What would you do if you weren’t a musician? I would have liked to have been a Marine biologist.

What’s the last book you read? Art Deco Fashion by Suzanne Lussier.

What are you most looking forward to right now? After our 3-week tour in Asia, I'm most looking forward to spending time at home with my son Oskar and practicing and playing music for myself.

What is the best thing about being a musician? The best thing about being a musician is that I get to travel all over the world, meeting new people, seeing new places and playing wonderful music, all at the same time.

What do you do before a performance? Eat a banana and practice the Alexander Technique.
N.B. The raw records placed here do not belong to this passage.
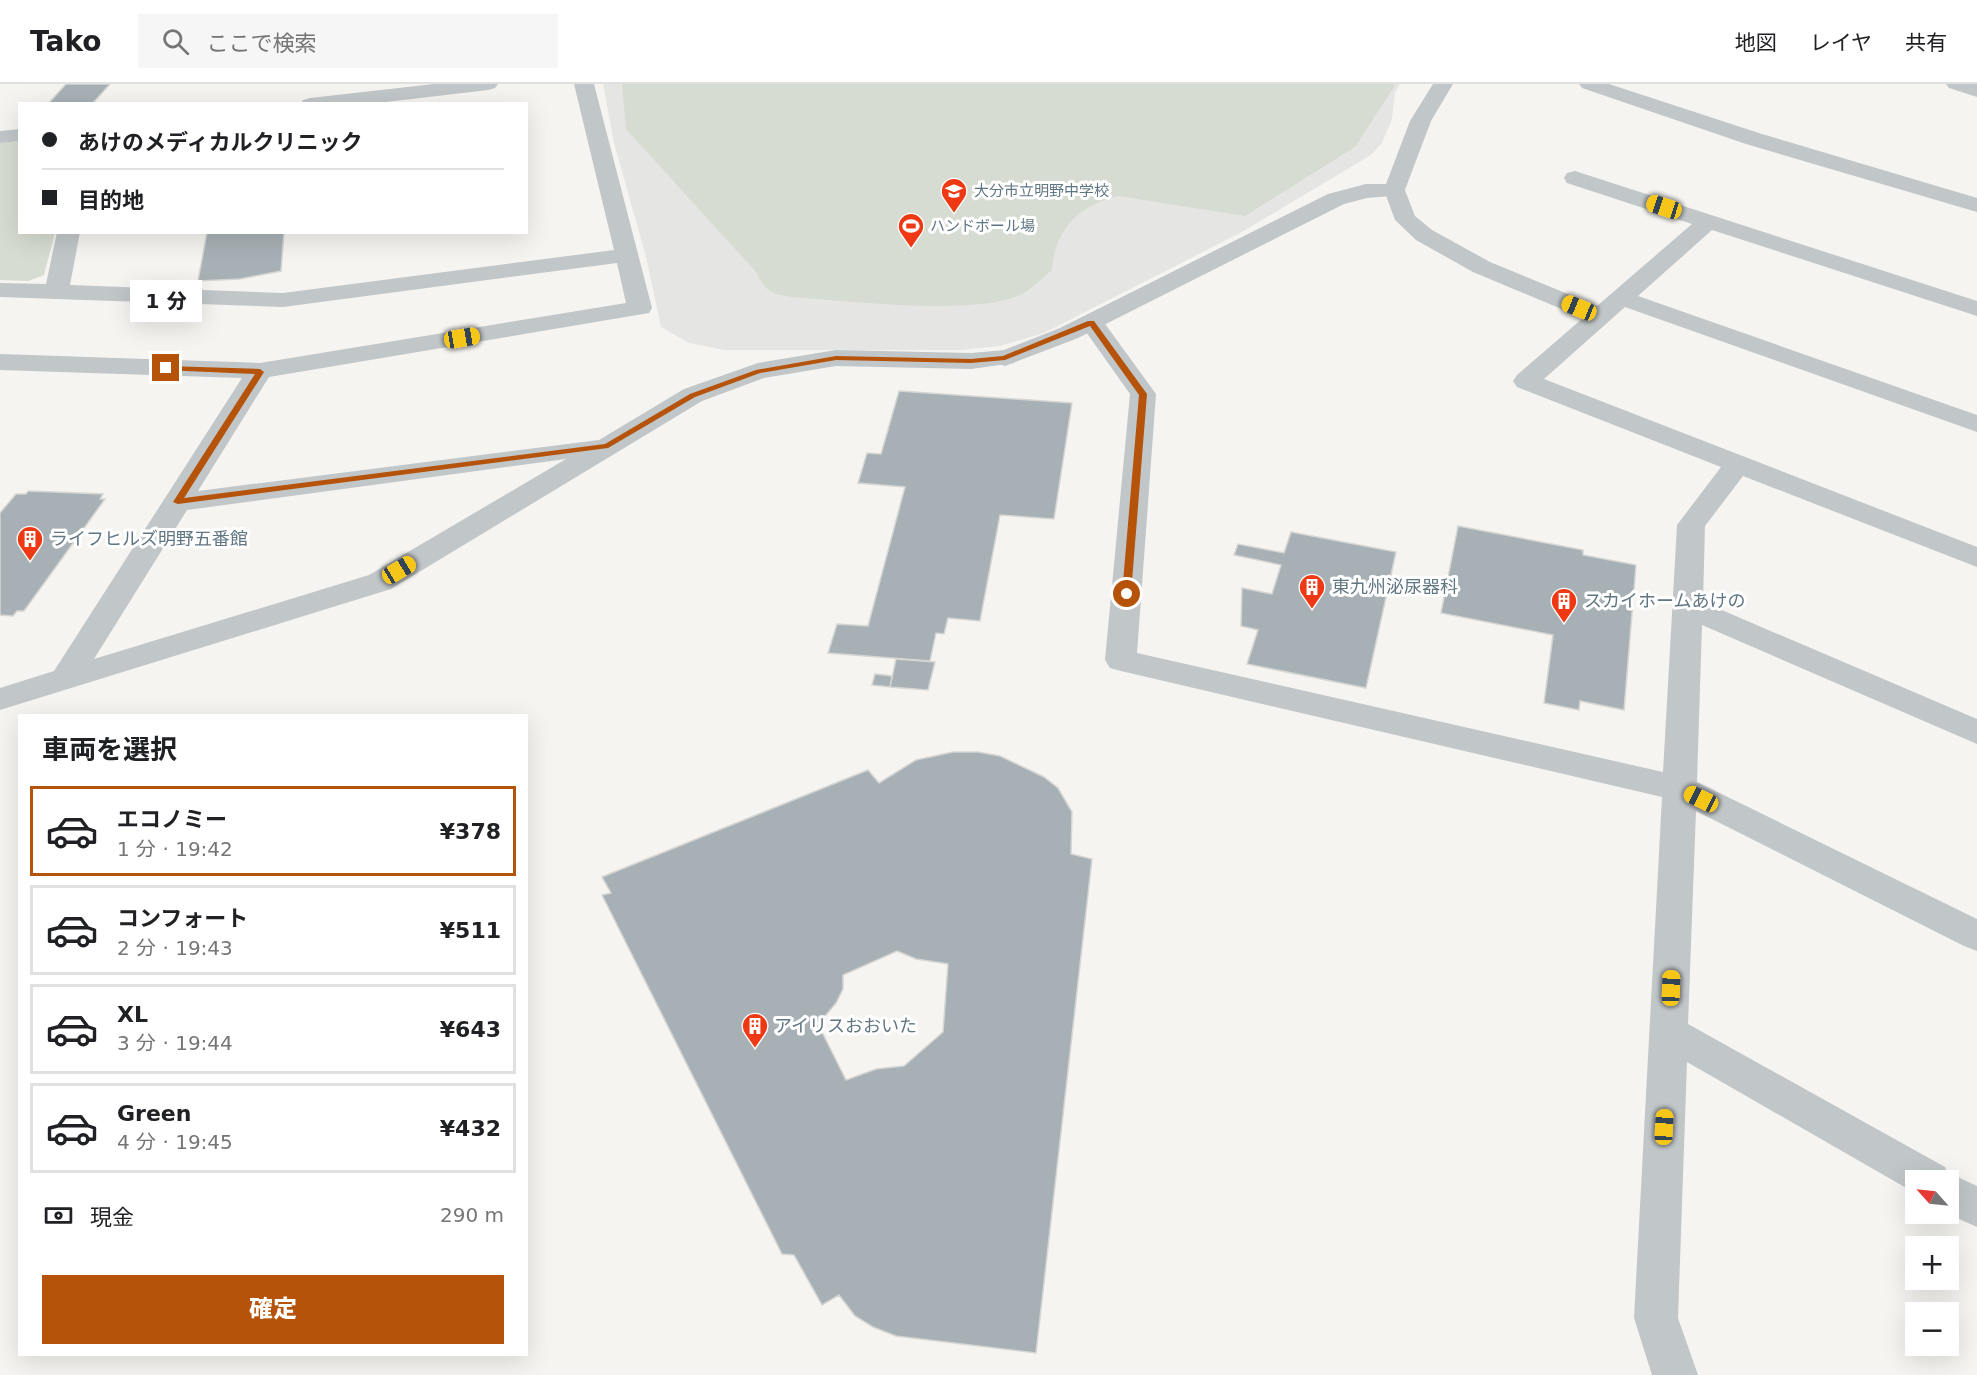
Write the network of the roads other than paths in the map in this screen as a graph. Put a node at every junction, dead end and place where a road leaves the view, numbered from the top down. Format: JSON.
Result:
{"nodes":[{"id":1,"x":488,"y":84,"type":"edge"},
{"id":2,"x":584,"y":84,"type":"edge"},
{"id":3,"x":1443,"y":84,"type":"edge"},
{"id":4,"x":1589,"y":84,"type":"edge"},
{"id":5,"x":1956,"y":84,"type":"edge"},
{"id":6,"x":1977,"y":91,"type":"edge"},
{"id":7,"x":328,"y":102,"type":"edge"},
{"id":8,"x":18,"y":135,"type":"edge"},
{"id":9,"x":0,"y":137,"type":"edge"},
{"id":10,"x":1575,"y":178,"type":"dead end"},
{"id":11,"x":1395,"y":190,"type":"junction"},
{"id":12,"x":1977,"y":205,"type":"edge"},
{"id":13,"x":1708,"y":222,"type":"junction"},
{"id":14,"x":69,"y":234,"type":"edge"},
{"id":15,"x":627,"y":255,"type":"junction"},
{"id":16,"x":0,"y":290,"type":"edge"},
{"id":17,"x":56,"y":292,"type":"junction"},
{"id":18,"x":1622,"y":298,"type":"junction"},
{"id":19,"x":1977,"y":309,"type":"edge"},
{"id":20,"x":1599,"y":316,"type":"junction"},
{"id":21,"x":1091,"y":322,"type":"junction"},
{"id":22,"x":0,"y":362,"type":"edge"},
{"id":23,"x":260,"y":372,"type":"junction"},
{"id":24,"x":1977,"y":424,"type":"edge"},
{"id":25,"x":608,"y":446,"type":"junction"},
{"id":26,"x":1738,"y":464,"type":"junction"},
{"id":27,"x":178,"y":502,"type":"junction"},
{"id":28,"x":1977,"y":558,"type":"edge"},
{"id":29,"x":1688,"y":607,"type":"junction"},
{"id":30,"x":65,"y":679,"type":"junction"},
{"id":31,"x":0,"y":699,"type":"edge"},
{"id":32,"x":1977,"y":732,"type":"edge"},
{"id":33,"x":1679,"y":788,"type":"junction"},
{"id":34,"x":1977,"y":936,"type":"edge"},
{"id":35,"x":1669,"y":1032,"type":"junction"},
{"id":36,"x":1912,"y":1170,"type":"edge"},
{"id":37,"x":1959,"y":1197,"type":"edge"},
{"id":38,"x":1977,"y":1208,"type":"edge"},
{"id":39,"x":1675,"y":1375,"type":"edge"}],
"edges":[{"from":1,"to":7,"type":"street"},
{"from":2,"to":15,"type":"street"},
{"from":3,"to":11,"type":"street"},
{"from":4,"to":12,"type":"street"},
{"from":5,"to":6,"type":"street"},
{"from":8,"to":9,"type":"street"},
{"from":10,"to":13,"type":"street"},
{"from":11,"to":20,"type":"street"},
{"from":11,"to":21,"type":"street"},
{"from":13,"to":18,"type":"street"},
{"from":13,"to":19,"type":"street"},
{"from":14,"to":17,"type":"street"},
{"from":15,"to":17,"type":"street"},
{"from":15,"to":23,"type":"street"},
{"from":16,"to":17,"type":"street"},
{"from":18,"to":20,"type":"street"},
{"from":18,"to":24,"type":"street"},
{"from":20,"to":26,"type":"street"},
{"from":21,"to":25,"type":"street"},
{"from":21,"to":33,"type":"street"},
{"from":22,"to":23,"type":"street"},
{"from":23,"to":27,"type":"street"},
{"from":25,"to":27,"type":"street"},
{"from":25,"to":30,"type":"street"},
{"from":26,"to":28,"type":"street"},
{"from":26,"to":29,"type":"street"},
{"from":27,"to":30,"type":"street"},
{"from":29,"to":32,"type":"street"},
{"from":29,"to":33,"type":"street"},
{"from":30,"to":31,"type":"street"},
{"from":33,"to":34,"type":"street"},
{"from":33,"to":35,"type":"street"},
{"from":35,"to":36,"type":"street"},
{"from":35,"to":39,"type":"street"},
{"from":37,"to":38,"type":"street"}]}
Emma Schied was awarded a scholarship to study with Celia Nicklin, Douglas Boyd and Christine Pendrill at the Royal Academy of Music in London, where she graduated with First Class Honours.

She then studied at the Geneva Conservatoire de Musique with world-renowned teacher Maurice Bourgue.

Upon graduating, Emma was awarded a first prize with distinction, and in the same year won the Raymonnd Weil Prize. In 2004, she was nominated by Claudio Abbado for the European Förderpreis, which she was awarded. She has also won Her Royal Highness Princess Alice Prize, the Leila Bull Prize, the Macklin Bursary, and the John West Prize.

Emma is a founding member of the Mahler Chamber Orchestra, with which she has played since 1997. In 2003 she became solo English horn in the Lucerne Festival Orchestra and, in 2009, solo oboe in the Budapest Festival Orchestra. She has been a member of the Bayerischer Rundfunk Orchestra since April 2016. Emma is also a guest principal oboe and guest principal English horn in prestigious orchestras such as the London Symphony Orchestra, Scottish Chamber Orchestra, Royal Scottish National Orchestra, the Orchestre National de France, Swedish Radio Orchestra, and the Westdeutscher Rundfunk Orchestra.

Emma has played with the Ensemble Paris Bastille and The Sabine Meyer Ensemble. She has also taught and coached musicians all over the world and is currently part of the Feel The Music programme, developed by the Mahler Chamber Orchestra for hearing-impaired children.